On 9 September 2015, Apple made 3 big product announcements (summary here): the much rumoured iPad Pro, the new Siri-powered Apple TV, and the expected iPhone 6s/+.

Apple TV

What jumped out at me is the newly announced Apple TV. Back in my 2012 post on Revolutionary User Interfaces, I wrote that Apple TV will gain Siri support as its main user interface:

I believe that the “Apple TV” in its eventual successful form will have Siri power a large part of its UI. To control our living rooms, the Mouse, the Click Wheel (remote controls), and Multi-touch are largely limiting and inadequate. Google TV has shown us how unpopular these input-methods are. Siri, with our voices, will become the controlling interface for these technologies that provide entertainment and services, throughout the household.

With yesterday’s announcement, it became clearer that we are moving closer to the day where our voices can take a greater role in controlling computer interfaces.

Another exciting prospect with the new Apple TV is the introduction of an App Store for the tvOS. The television is a huge canvas for collaborative and individual couch gaming, as seen from the very good sales of Xbox, PS, and Wii, of a few years ago.

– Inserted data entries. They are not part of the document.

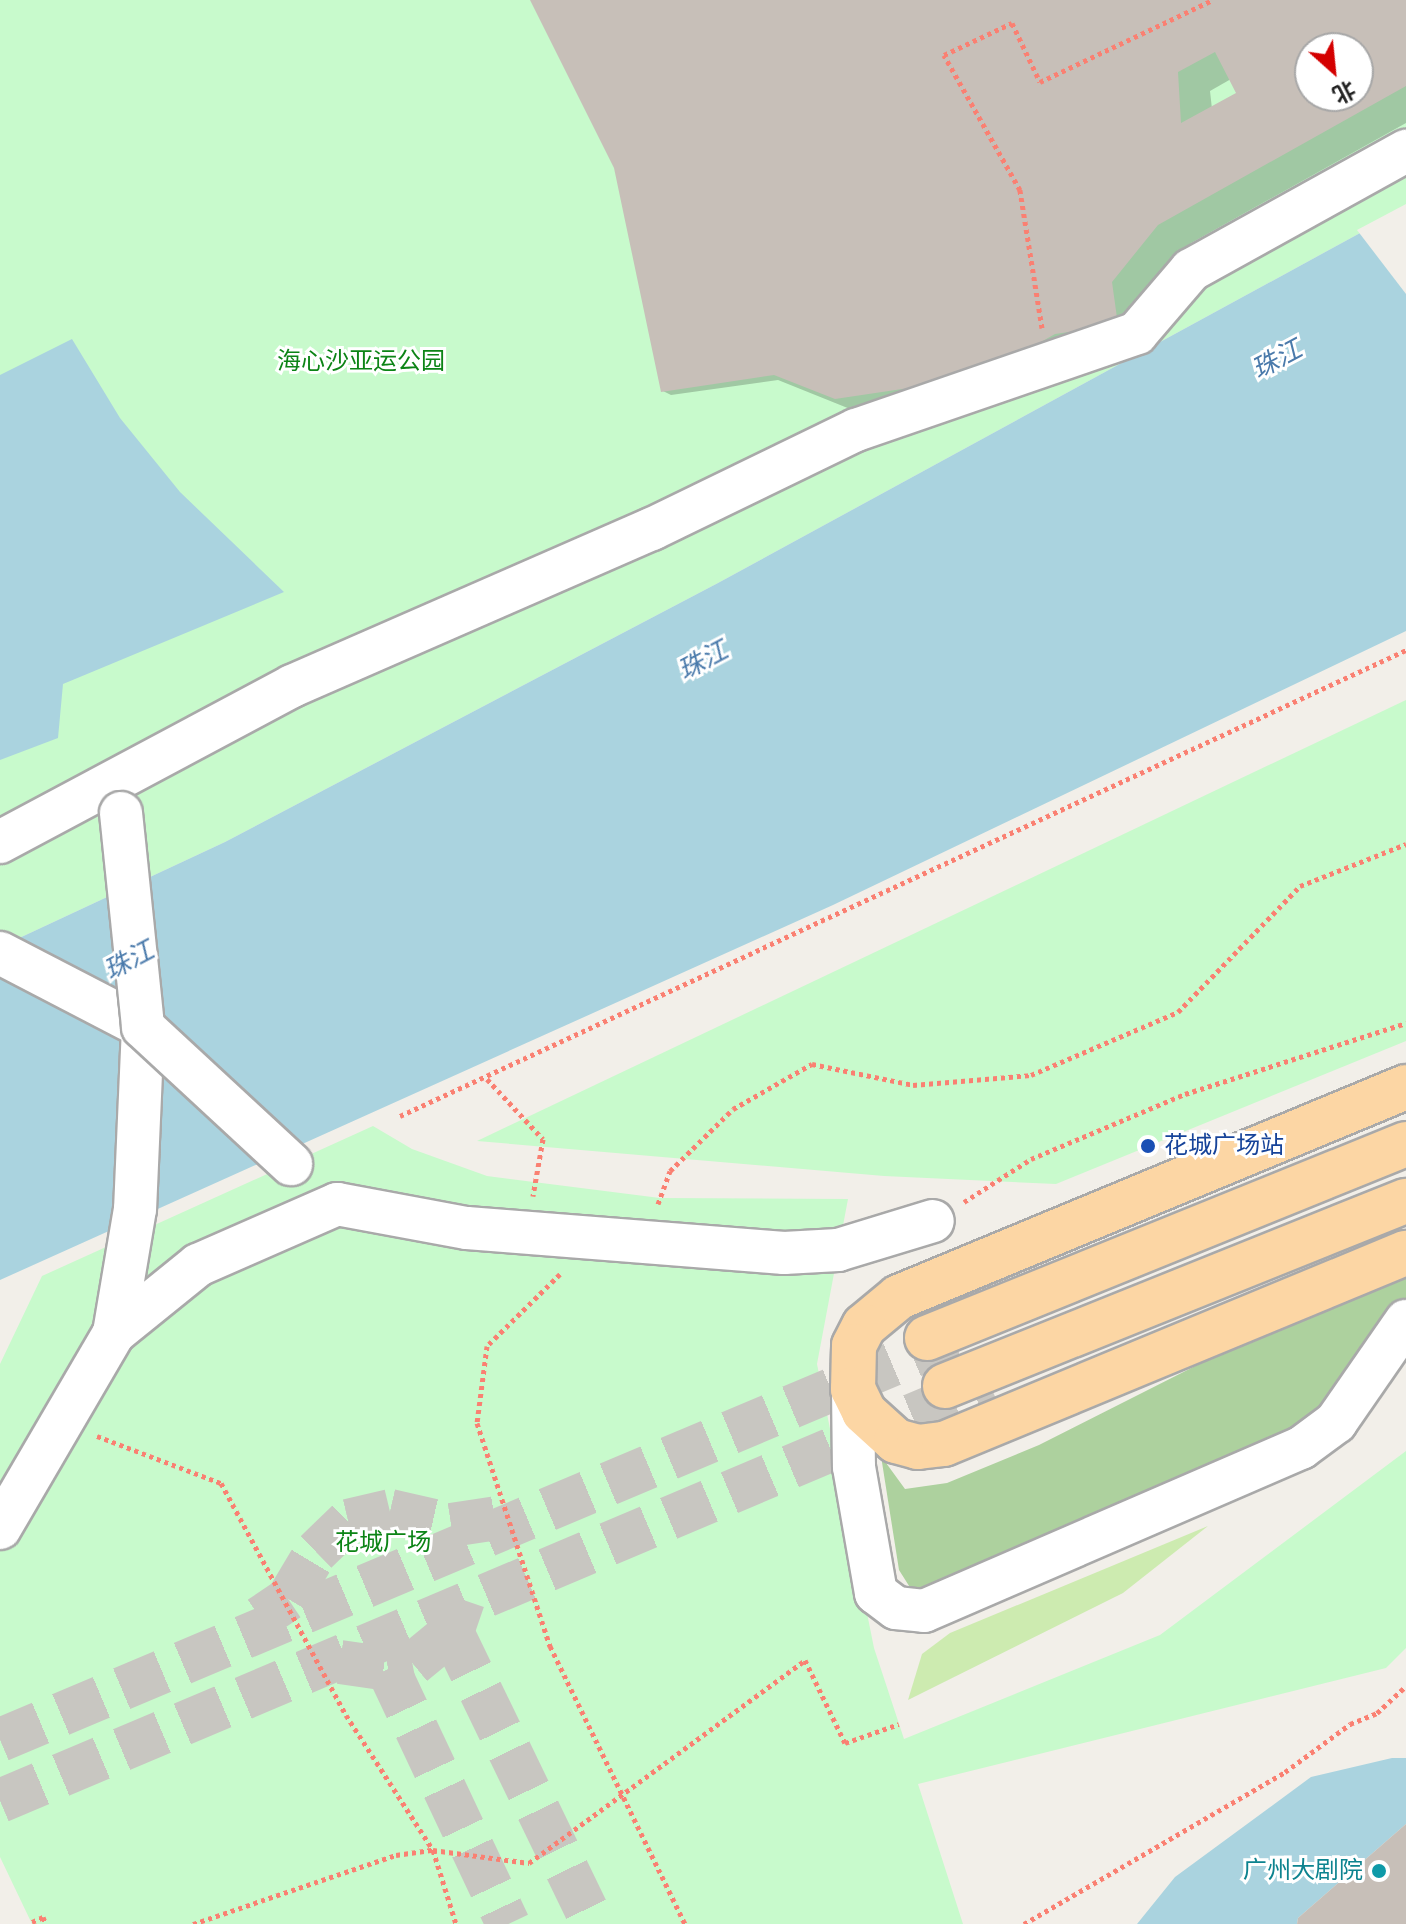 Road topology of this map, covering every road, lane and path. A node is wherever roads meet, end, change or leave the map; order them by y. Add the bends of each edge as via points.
1 (1213, 0) edge
2 (1406, 151) edge
3 (1048, 363) junction
4 (1406, 650) edge
5 (117, 799) junction
6 (0, 842) edge
7 (1406, 844) edge
8 (0, 953) edge
9 (1406, 1023) edge
10 (143, 1027) junction
11 (487, 1079) junction
12 (1406, 1087) edge
13 (400, 1116) dead end
14 (1406, 1144) edge
15 (535, 1183) dead end
16 (1406, 1201) edge
17 (337, 1204) junction
18 (933, 1221) joint
19 (595, 1240) junction
20 (647, 1243) junction
21 (1406, 1253) edge
22 (1406, 1321) edge
23 (114, 1333) junction
24 (927, 1338) tunnel mouth
25 (945, 1386) tunnel mouth
26 (853, 1389) junction
27 (64, 1424) junction
28 (0, 1528) edge
29 (1406, 1686) edge
30 (899, 1724) dead end
31 (619, 1796) junction
32 (433, 1850) junction
33 (32, 1922) dead end
34 (46, 1924) edge
35 (193, 1924) edge
36 (456, 1924) edge
37 (685, 1924) edge
38 (1024, 1924) edge

1 - 3 path via 1040,82 1012,23 944,55 1020,190
2 - 3 street via 1191,270 1137,333
3 - 5 street via 856,430 652,529 292,686
4 - 11 path
5 - 6 street
5 - 10 street, bridge
7 - 20 path via 1300,886 1178,1012 1031,1075 913,1085 812,1064 733,1109 670,1171
8 - 10 street
9 - 18 path via 1185,1094 1031,1159
10 - 17 street, bridge
10 - 23 street via 130,1238
11 - 13 path
11 - 15 path via 543,1139
12 - 26 main road via 899,1297 864,1326 854,1346
14 - 24 main road
16 - 25 main road
17 - 19 street via 467,1228
17 - 23 street via 198,1265
18 - 20 street via 838,1250 784,1253
19 - 20 street
19 - 31 path via 487,1346 477,1423 550,1646
21 - 26 main road via 944,1444 918,1447 896,1441 864,1412
22 - 26 street via 1336,1422 1301,1448 924,1611 896,1608 876,1593 854,1467
23 - 27 street
27 - 28 street
27 - 32 path via 221,1483 346,1715
29 - 38 path via 1377,1713 1350,1724 1285,1772
30 - 31 path via 845,1743 805,1660
31 - 32 path via 529,1863
31 - 37 path
32 - 35 path via 396,1855
32 - 36 path
33 - 34 path via 43,1917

Unfortunately, these mainstream consoles have dropped the ball when it comes to content distribution. Seriously, who still heads out to a store to buy DVDs? The makers of Xbox and PS have only recently understood this by having respective online stores for purchasing and downloading games, but the consoles out there are not originally designed for primarily downloading new content, due to their limited internal storage capacities. I know add-on external storage options exist, but they are cumbersome.

With 32 GB of storage as basic on the new Apple TV, I believe there will be a huge potential for it to be the next console platform. Code once, and have your game logic run on 3 different platforms: iOS (iPhones, iPads), Mac OS X, tvOS (Apple TV), is a rather attractive proposition for developers. The Windows gaming market-share may not be the biggest after all.

3D Touch

3D Touch is the obvious (but difficult to implement) evolution of MultiTouch, and no, you don’t have to run out to get it yet; it’s not revolutionary. Having read “How Apple Built 3D Touch” by Bloomberg, I’m convinced that this technology will not be easily copied by competitors in the near future, leaving Apple to define and set new expectations of touch screen interaction paradigms.

Summary

Overall, I would say that this is an iOS roadmap event, for customers and developers alike. The future of Apple and these technologies laid out are a vast canvas, awaiting developers to exercise their imagination and coding prowess. The holy grail of a healthy platform would be user-generated content, allowing a (relatively-)free market of demand and supply to fuel and sustain the platform and its growth.

Apple as a company has a very sustainable near-to-mid-term future. I am quite pleased.

Disclosure: I own AAPL shares.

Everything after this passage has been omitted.